(Dataset excerpts)
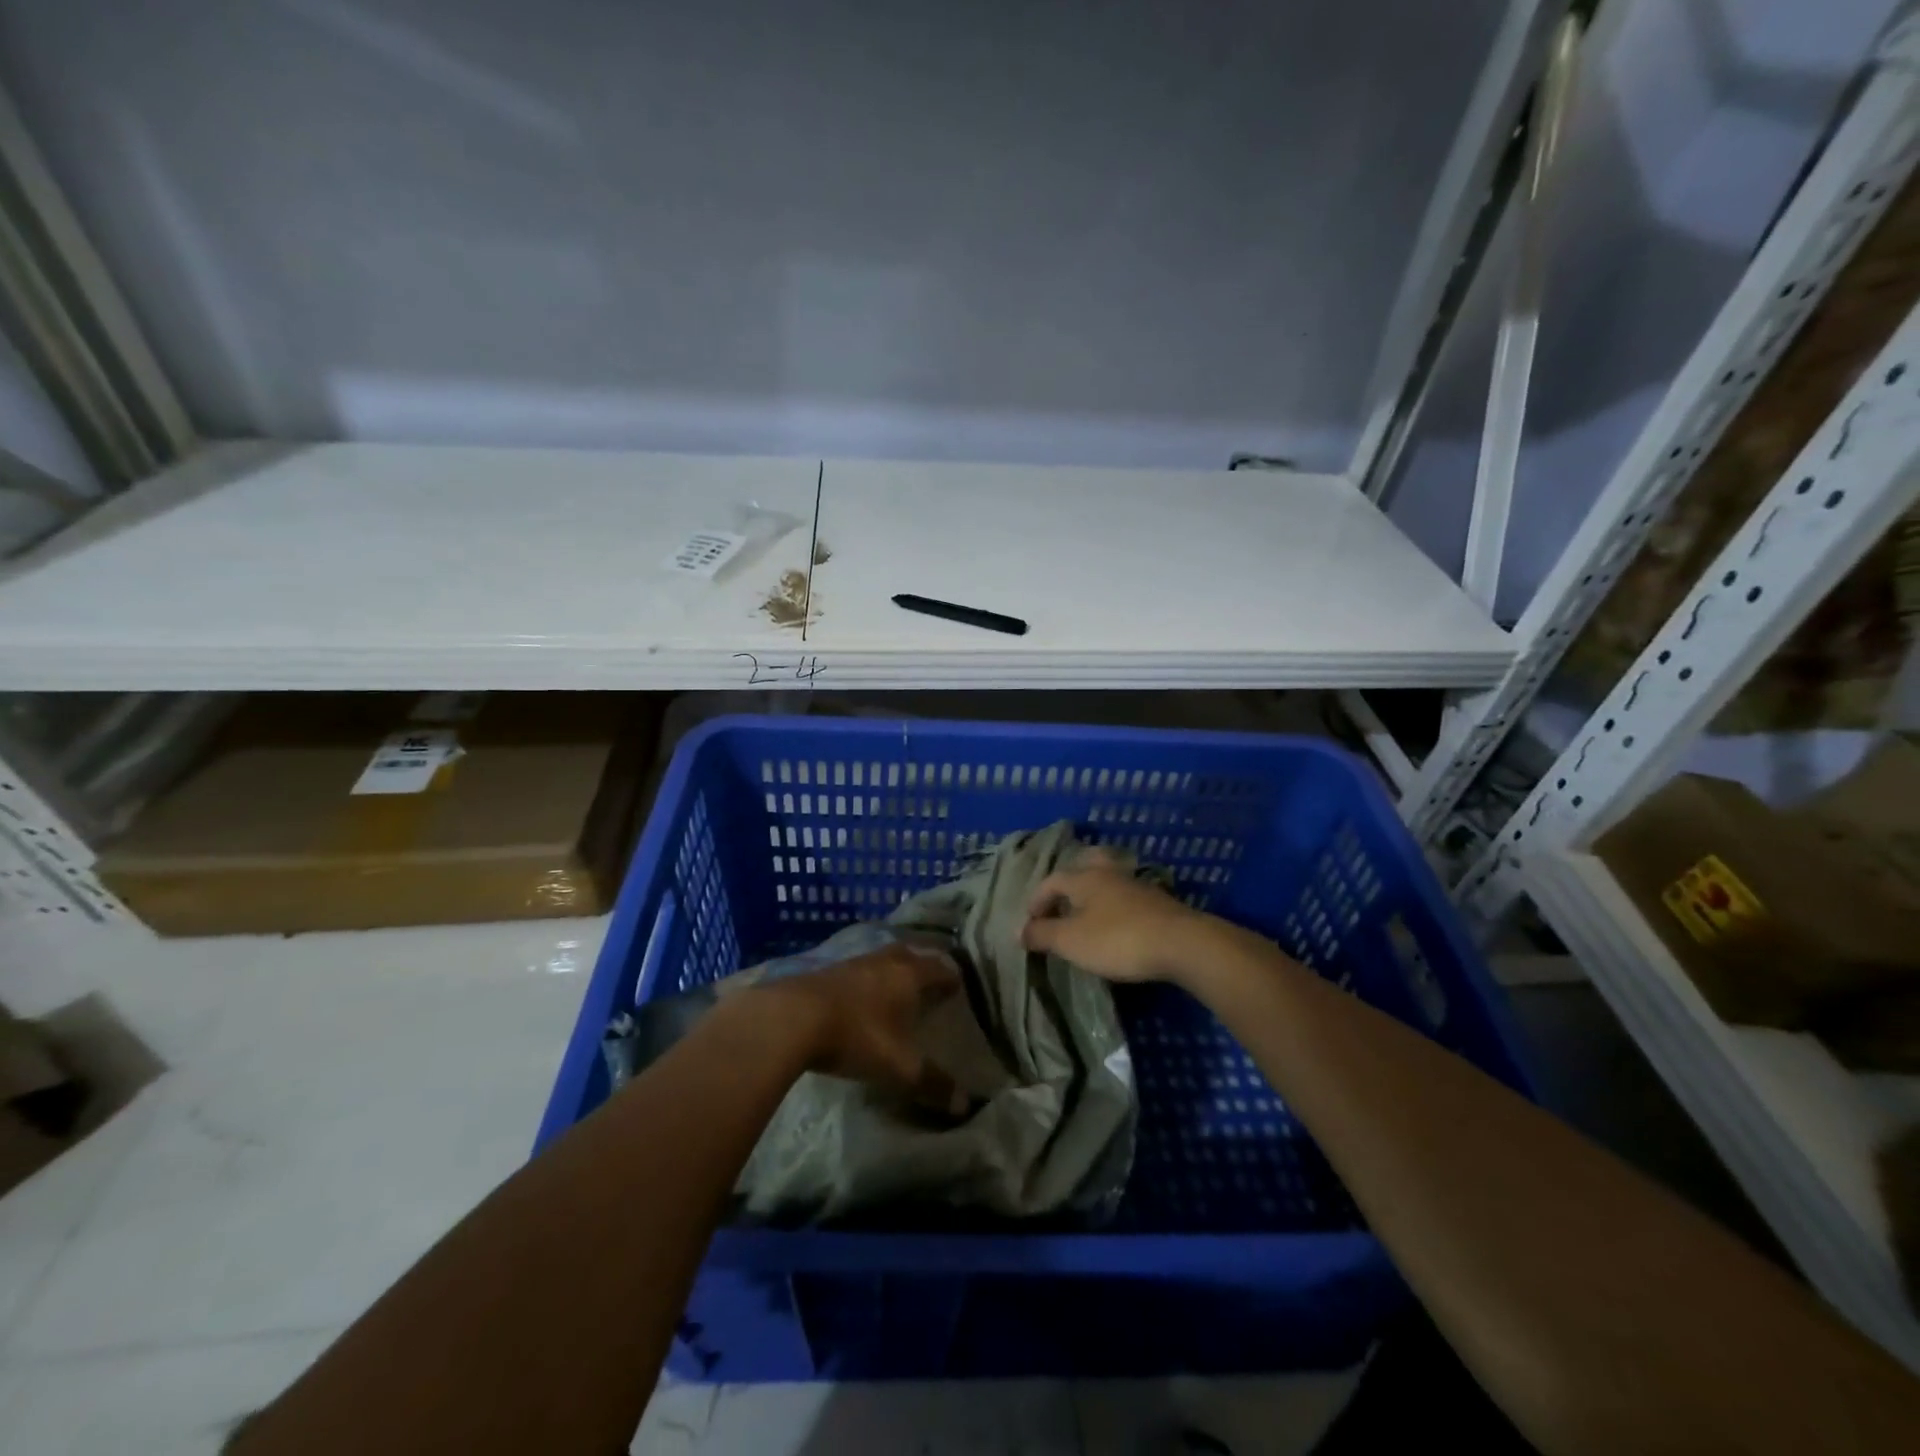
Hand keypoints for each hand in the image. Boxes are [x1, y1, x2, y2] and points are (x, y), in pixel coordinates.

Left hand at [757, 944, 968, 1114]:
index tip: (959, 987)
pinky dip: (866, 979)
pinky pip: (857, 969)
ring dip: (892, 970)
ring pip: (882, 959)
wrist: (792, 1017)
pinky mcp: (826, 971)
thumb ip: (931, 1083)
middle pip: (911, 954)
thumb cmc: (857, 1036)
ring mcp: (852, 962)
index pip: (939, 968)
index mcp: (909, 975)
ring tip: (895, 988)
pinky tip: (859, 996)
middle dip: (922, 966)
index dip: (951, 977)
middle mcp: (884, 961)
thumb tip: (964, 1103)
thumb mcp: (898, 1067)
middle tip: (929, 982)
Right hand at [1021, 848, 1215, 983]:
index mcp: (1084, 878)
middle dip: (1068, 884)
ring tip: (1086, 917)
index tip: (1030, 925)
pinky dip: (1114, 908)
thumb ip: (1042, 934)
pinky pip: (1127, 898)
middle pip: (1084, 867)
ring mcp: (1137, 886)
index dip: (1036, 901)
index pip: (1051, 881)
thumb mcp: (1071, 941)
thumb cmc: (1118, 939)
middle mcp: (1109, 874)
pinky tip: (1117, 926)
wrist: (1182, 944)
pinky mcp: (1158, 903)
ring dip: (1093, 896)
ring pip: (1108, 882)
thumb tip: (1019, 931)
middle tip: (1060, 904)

* _Exercise description_:
What is needed is every line of the records above that contains the word "thumb".

* _Solution to this task_:
thumb ip: (931, 1083)
thumb cmc: (857, 1036)
thumb tip: (964, 1103)
thumb mcp: (898, 1067)
thumb ip: (1042, 934)
thumb mcp: (1071, 941)
thumb cmc: (1118, 939)
thumb tip: (1019, 931)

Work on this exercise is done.